Tetapi bayangan gambar orang-orang berayun-ayunan di atas jurang di Instagram dengan geotag yang nggak jauh amat dari rumah saya, terus-menerus berkelebat di kepala saya. Saya jadi semakin kemecer kepingin ke sana.
“Ayolah..” kata alter ego saya di kepala saya. “Elu udah gede..mosok sama jalan sirtu aja jiper? Lagian kalau kesasar juga elu masih ada di Bandung, bukan di Purwokerto..”
Ke The Lodge Maribaya Lembang Bandung
Maka ketika saya pulang ke rumah orang tua saya di Bandung, saya pun agendakan pergi ke sana.
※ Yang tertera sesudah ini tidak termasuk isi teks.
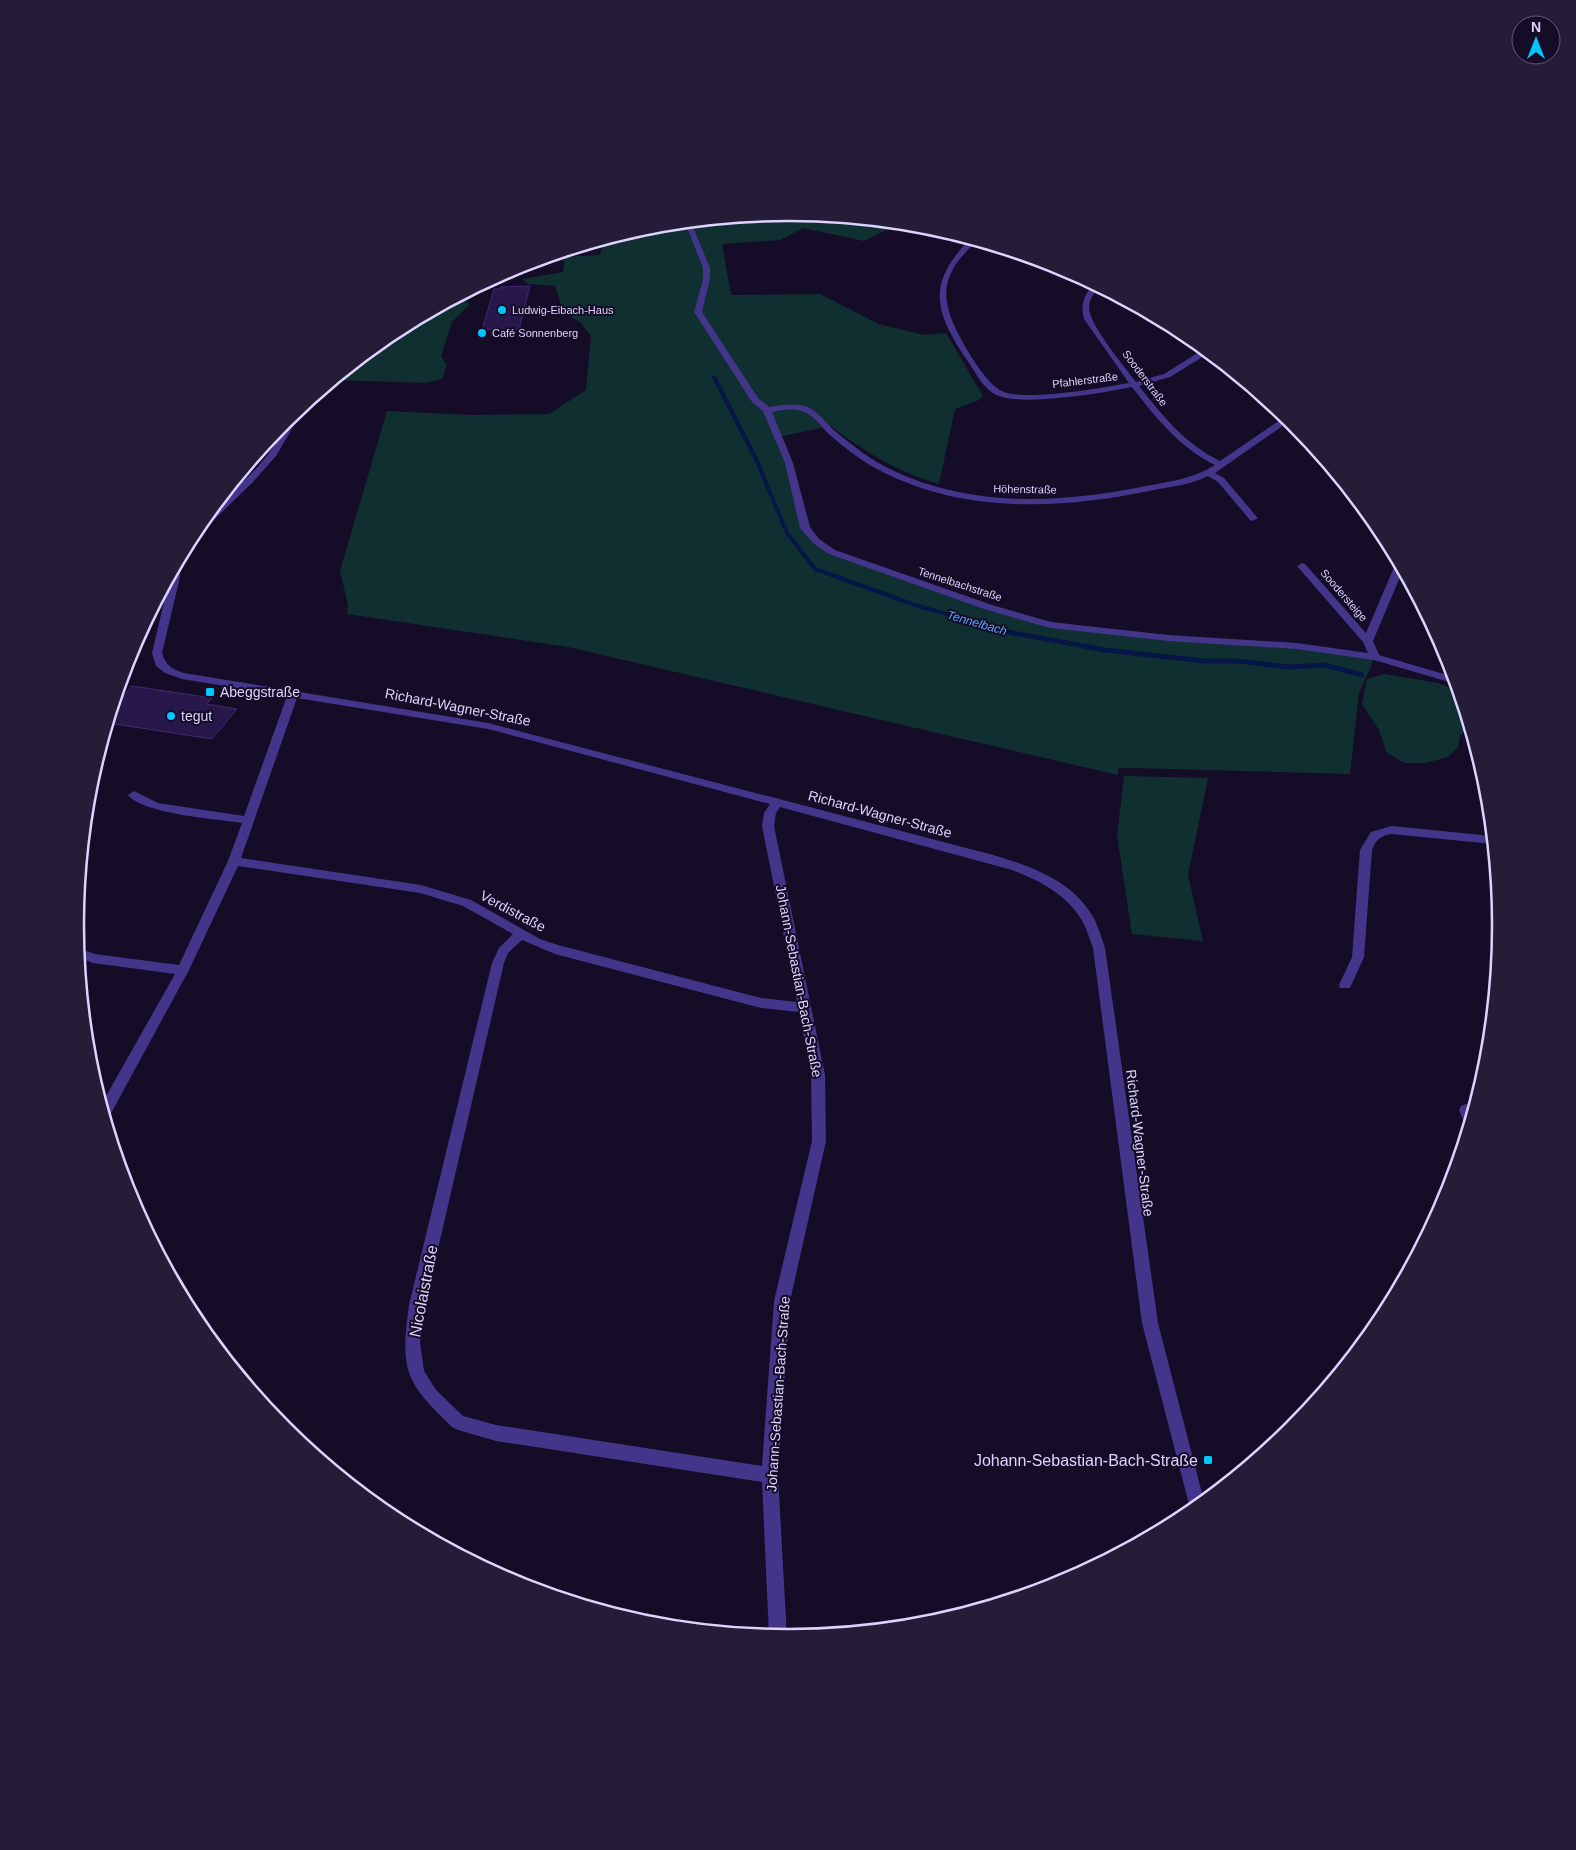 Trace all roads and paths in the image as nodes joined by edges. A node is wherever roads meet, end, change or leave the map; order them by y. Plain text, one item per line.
1 (690, 228) edge
2 (968, 245) edge
3 (1093, 290) edge
4 (1200, 354) edge
5 (1136, 385) junction
6 (767, 410) junction
7 (1282, 423) edge
8 (287, 431) edge
9 (1221, 465) junction
10 (1209, 473) junction
11 (219, 510) edge
12 (1253, 518) dead end
13 (1302, 566) dead end
14 (1397, 572) edge
15 (174, 580) edge
16 (1368, 641) junction
17 (1375, 656) junction
18 (1448, 679) edge
19 (292, 693) junction
20 (134, 795) dead end
21 (777, 802) junction
22 (248, 820) junction
23 (1487, 839) edge
24 (234, 861) junction
25 (521, 934) junction
26 (85, 955) edge
27 (183, 970) junction
28 (1345, 985) dead end
29 (805, 1008) junction
30 (108, 1106) edge
31 (770, 1475) junction
32 (1195, 1500) edge
33 (778, 1629) edge

1 - 6 street, Tennelbachstraße
2 - 5 street, Pfahlerstraße
3 - 5 street, Sooderstraße
4 - 5 street, Pfahlerstraße
5 - 9 street, Sooderstraße
6 - 10 street, Höhenstraße
6 - 17 street, Tennelbachstraße
7 - 9 street, Höhenstraße
8 - 11 street
9 - 10 street, Höhenstraße
10 - 12 street
13 - 16 street, Soodersteige
14 - 16 street
15 - 19 street, Richard-Wagner-Straße
16 - 17 street, Soodersteige
17 - 18 street, Tennelbachstraße
19 - 21 street, Richard-Wagner-Straße
19 - 22 street
20 - 22 street
21 - 29 street, Johann-Sebastian-Bach-Straße
21 - 32 street, Richard-Wagner-Straße
22 - 24 street
23 - 28 street
24 - 25 street, Verdistraße
24 - 27 street
25 - 29 street, Verdistraße
25 - 31 street, Nicolaistraße
26 - 27 street
27 - 30 street
29 - 31 street, Johann-Sebastian-Bach-Straße
31 - 33 street, Johann-Sebastian-Bach-Straße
Bela-belain pinjam mobil ibu saya, suami saya menyetirkan saya dan anak ke tempat wisata The Lodge Maribaya itu. Kami ke sana setelah kami cabut dari Farm House Lembang Bandung. Kami cuman berbekal Google Maps dan beriman kepada Allah Subhana Wa Ta’ala. Dan setelah menyusuri jalan sambil teliti membaca rambu-rambu, akhirnya kami pun tiba.
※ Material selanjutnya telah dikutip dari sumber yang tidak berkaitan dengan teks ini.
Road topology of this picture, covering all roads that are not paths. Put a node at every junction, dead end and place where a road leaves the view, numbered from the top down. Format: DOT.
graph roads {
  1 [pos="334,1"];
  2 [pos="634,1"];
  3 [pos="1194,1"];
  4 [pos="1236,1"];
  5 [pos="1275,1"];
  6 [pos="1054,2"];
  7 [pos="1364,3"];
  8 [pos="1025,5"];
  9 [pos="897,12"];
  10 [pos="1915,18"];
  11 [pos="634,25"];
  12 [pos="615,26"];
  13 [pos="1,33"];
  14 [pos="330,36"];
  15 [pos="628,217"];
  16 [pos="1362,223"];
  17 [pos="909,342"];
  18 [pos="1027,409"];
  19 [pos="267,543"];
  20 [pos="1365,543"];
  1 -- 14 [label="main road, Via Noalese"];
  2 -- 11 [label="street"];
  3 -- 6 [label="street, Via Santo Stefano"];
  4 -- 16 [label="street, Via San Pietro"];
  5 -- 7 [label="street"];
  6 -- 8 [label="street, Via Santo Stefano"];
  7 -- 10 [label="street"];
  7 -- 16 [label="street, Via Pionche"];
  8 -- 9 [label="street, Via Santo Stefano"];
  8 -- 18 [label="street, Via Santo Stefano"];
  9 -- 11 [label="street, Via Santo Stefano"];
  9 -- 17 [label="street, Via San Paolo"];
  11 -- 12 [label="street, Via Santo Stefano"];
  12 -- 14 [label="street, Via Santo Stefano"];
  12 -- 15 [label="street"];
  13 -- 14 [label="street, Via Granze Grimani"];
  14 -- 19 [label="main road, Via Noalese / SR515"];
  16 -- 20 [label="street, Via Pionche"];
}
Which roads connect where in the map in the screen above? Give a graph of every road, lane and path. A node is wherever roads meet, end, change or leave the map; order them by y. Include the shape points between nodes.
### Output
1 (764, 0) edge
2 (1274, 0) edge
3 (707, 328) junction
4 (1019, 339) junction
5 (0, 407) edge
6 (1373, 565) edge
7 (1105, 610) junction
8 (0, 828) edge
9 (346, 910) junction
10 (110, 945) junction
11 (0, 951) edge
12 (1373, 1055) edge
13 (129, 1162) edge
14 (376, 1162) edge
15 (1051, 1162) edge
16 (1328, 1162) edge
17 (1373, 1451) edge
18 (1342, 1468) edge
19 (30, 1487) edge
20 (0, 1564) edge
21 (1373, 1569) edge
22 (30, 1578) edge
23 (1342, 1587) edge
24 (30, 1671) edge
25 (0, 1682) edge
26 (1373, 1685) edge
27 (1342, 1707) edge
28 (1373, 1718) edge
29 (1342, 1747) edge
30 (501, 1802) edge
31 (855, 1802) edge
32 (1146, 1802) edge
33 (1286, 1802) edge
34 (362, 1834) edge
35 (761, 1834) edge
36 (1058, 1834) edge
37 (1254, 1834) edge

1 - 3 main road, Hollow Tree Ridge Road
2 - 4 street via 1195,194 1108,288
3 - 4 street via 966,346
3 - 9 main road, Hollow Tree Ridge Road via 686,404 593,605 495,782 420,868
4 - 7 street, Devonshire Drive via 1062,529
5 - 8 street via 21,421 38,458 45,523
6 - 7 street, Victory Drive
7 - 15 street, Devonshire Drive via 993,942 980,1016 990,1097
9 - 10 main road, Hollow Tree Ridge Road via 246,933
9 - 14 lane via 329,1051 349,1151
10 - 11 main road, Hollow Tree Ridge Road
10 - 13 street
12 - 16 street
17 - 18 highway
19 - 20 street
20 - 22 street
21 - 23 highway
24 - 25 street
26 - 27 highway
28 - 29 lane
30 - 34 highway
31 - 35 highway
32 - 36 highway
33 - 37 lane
Yang ternyata..The Lodge Maribaya itu, untuk parkirnya kami harus berbagi dengan hampir 200 mobil.
*saya melongo*
Kenapa gw nggak tahu kalau ada tempat dengan animo segambreng ini? Ini parkiran cukup buat 50 bis! Silakan lihat parkirannya ya di video paling bawah nanti.
Tadinya saya kirain The Lodge Maribaya itu persis di pinggir Jalan Maribaya, tapi ternyata enggak. Lebih tepatnya, lahan parkirnya aja yang persis di pinggir Jalan Maribaya.
Saya dan anak saya, Fidel, bareng suami turun dari mobil. Kami sempat sholat sebentar di musholla unisex yang menurut saya lumayan sempit. Habis sholat, kami lihat rambu-rambu yang menggiring kami ke barisan angkot-angkot.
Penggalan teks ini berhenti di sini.